This assignment is due on Monday, June 9, 2025 at 11:59pm PST.
Starter code containing Colab notebooks can be downloaded here.
Note. Ensure you are periodically saving your notebook (File -> Save
) so that you don't lose your progress if you step away from the assignment and the Colab VM disconnects.
Once you have completed all Colab notebooks except collect_submission.ipynb
, proceed to the submission instructions.
In this assignment, you will implement language networks and apply them to image captioning on the COCO dataset. Then, you will be introduced to self-supervised learning to automatically learn the visual representations of an unlabeled dataset. Lastly, if you so choose, you can improve the image captioning models using reinforcement learning from human feedback (RLHF).

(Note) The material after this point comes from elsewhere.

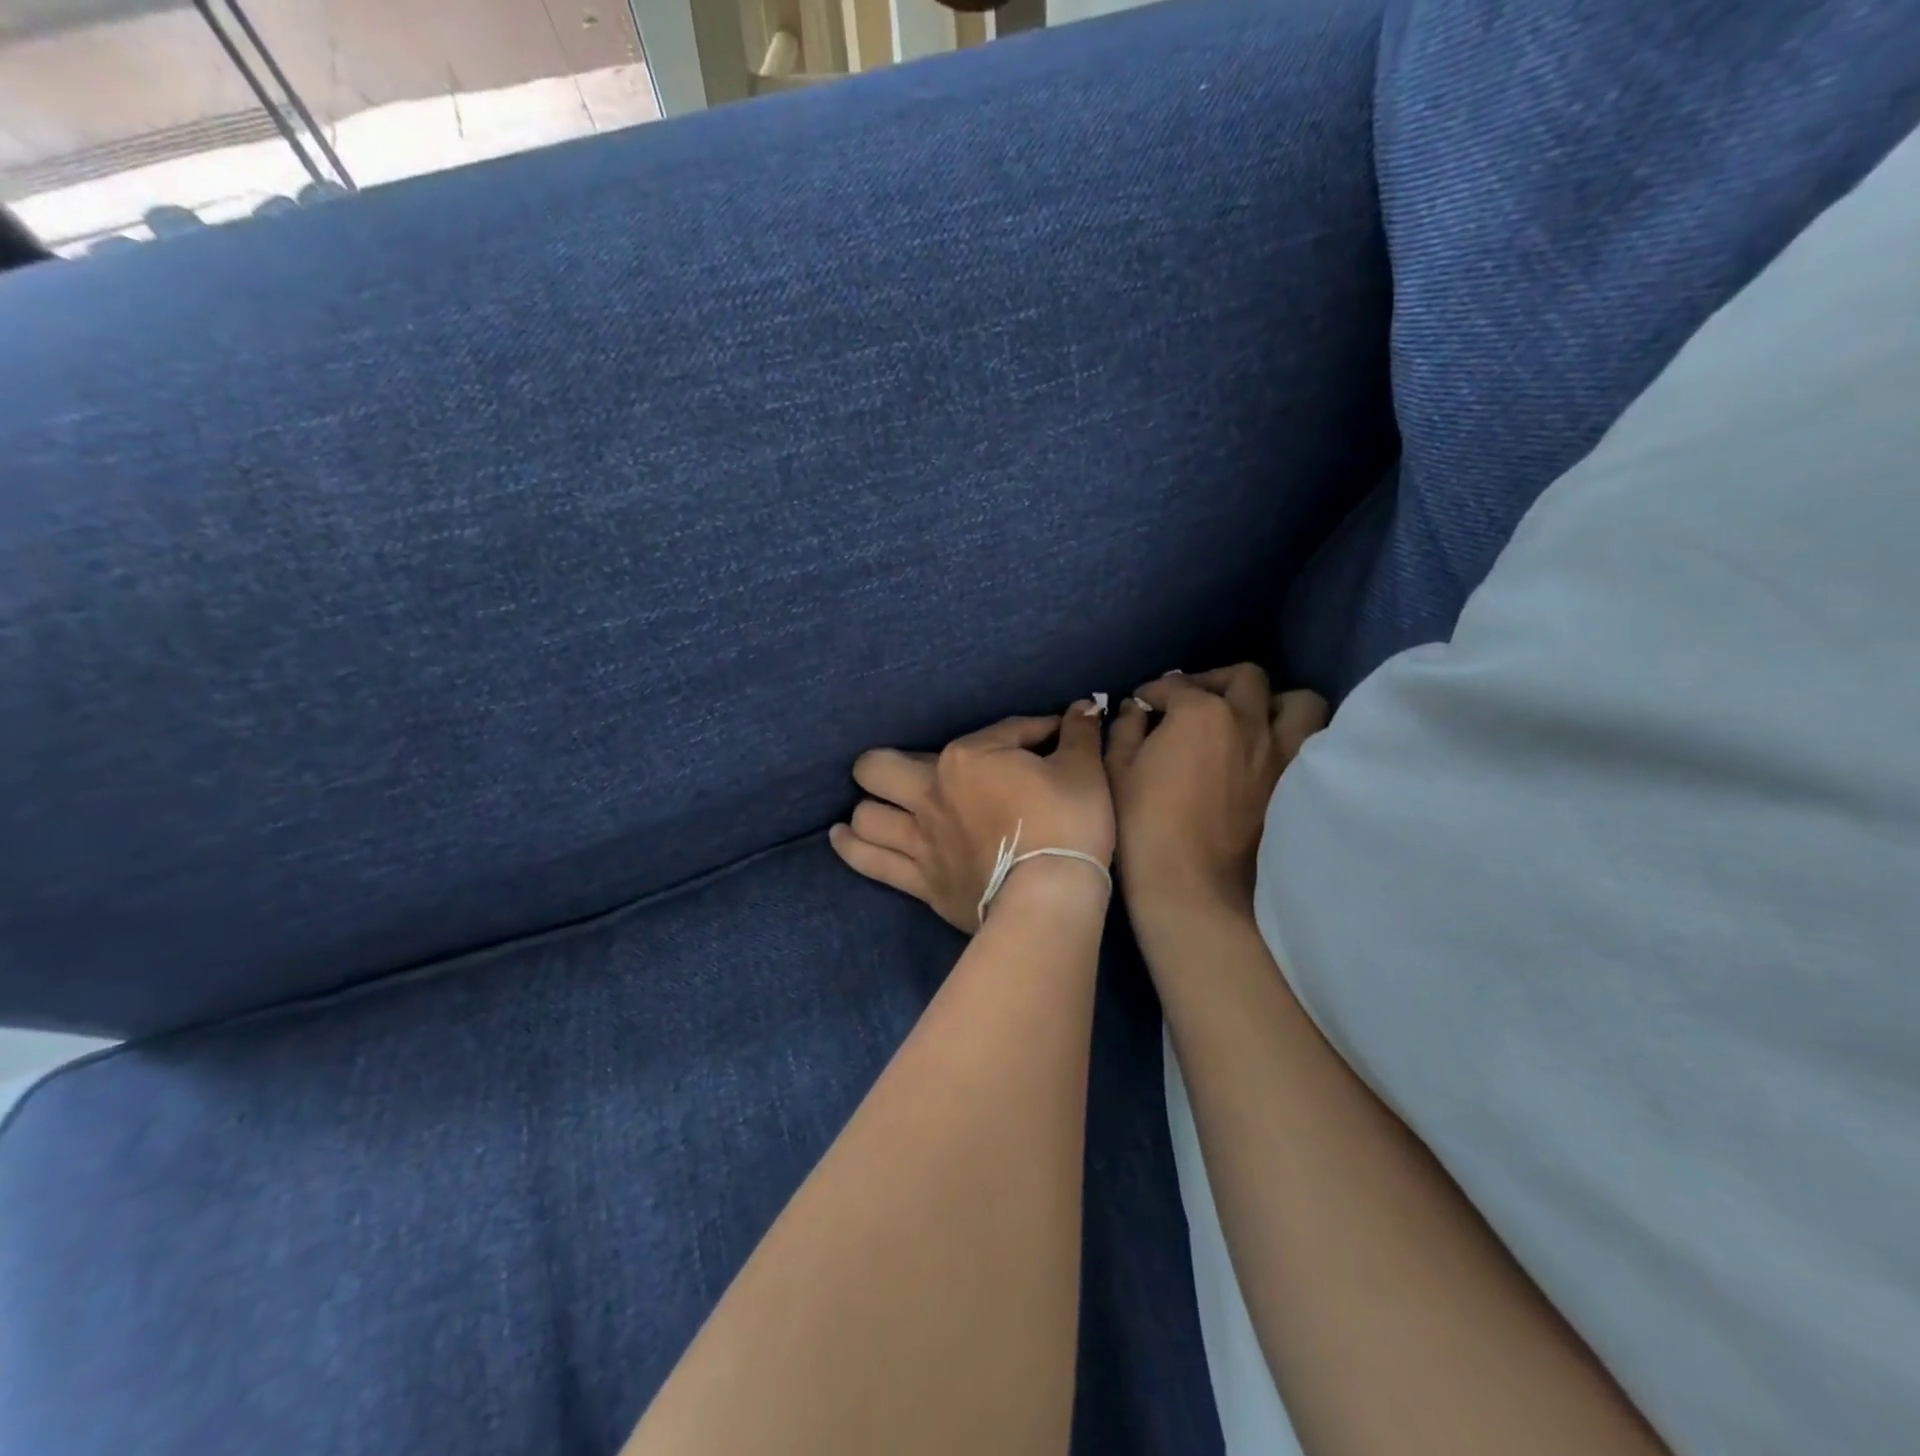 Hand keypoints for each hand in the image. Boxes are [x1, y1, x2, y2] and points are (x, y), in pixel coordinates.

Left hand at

The goals of this assignment are as follows:
You will use PyTorch for the majority of this homework.
The notebook Transformer_Captioning.ipynb
will walk you through the implementation of a Transformer model and apply it to image captioning on COCO.
For MultiHeadAttention
class in Transformer_Captioning.ipynb
notebook, you are expected to apply dropout to the attention weights.
In the notebook Self_Supervised_Learning.ipynb
, you will learn how to leverage self-supervised pretraining to obtain better performance on image classification tasks. When first opening the notebook, go to Runtime > Change runtime type
and set Hardware accelerator
to GPU
.
The notebook RLHF_Image_Captioning.ipynb
will walk you through the implementation of REINFORCE, DPO, and KL Divergence and their application to image captioning on COCO.
We did not have time to cover these topics in lecture, so this is purely optional. We recommend you only attempt this notebook if you have finished the rest of A5 and your course project.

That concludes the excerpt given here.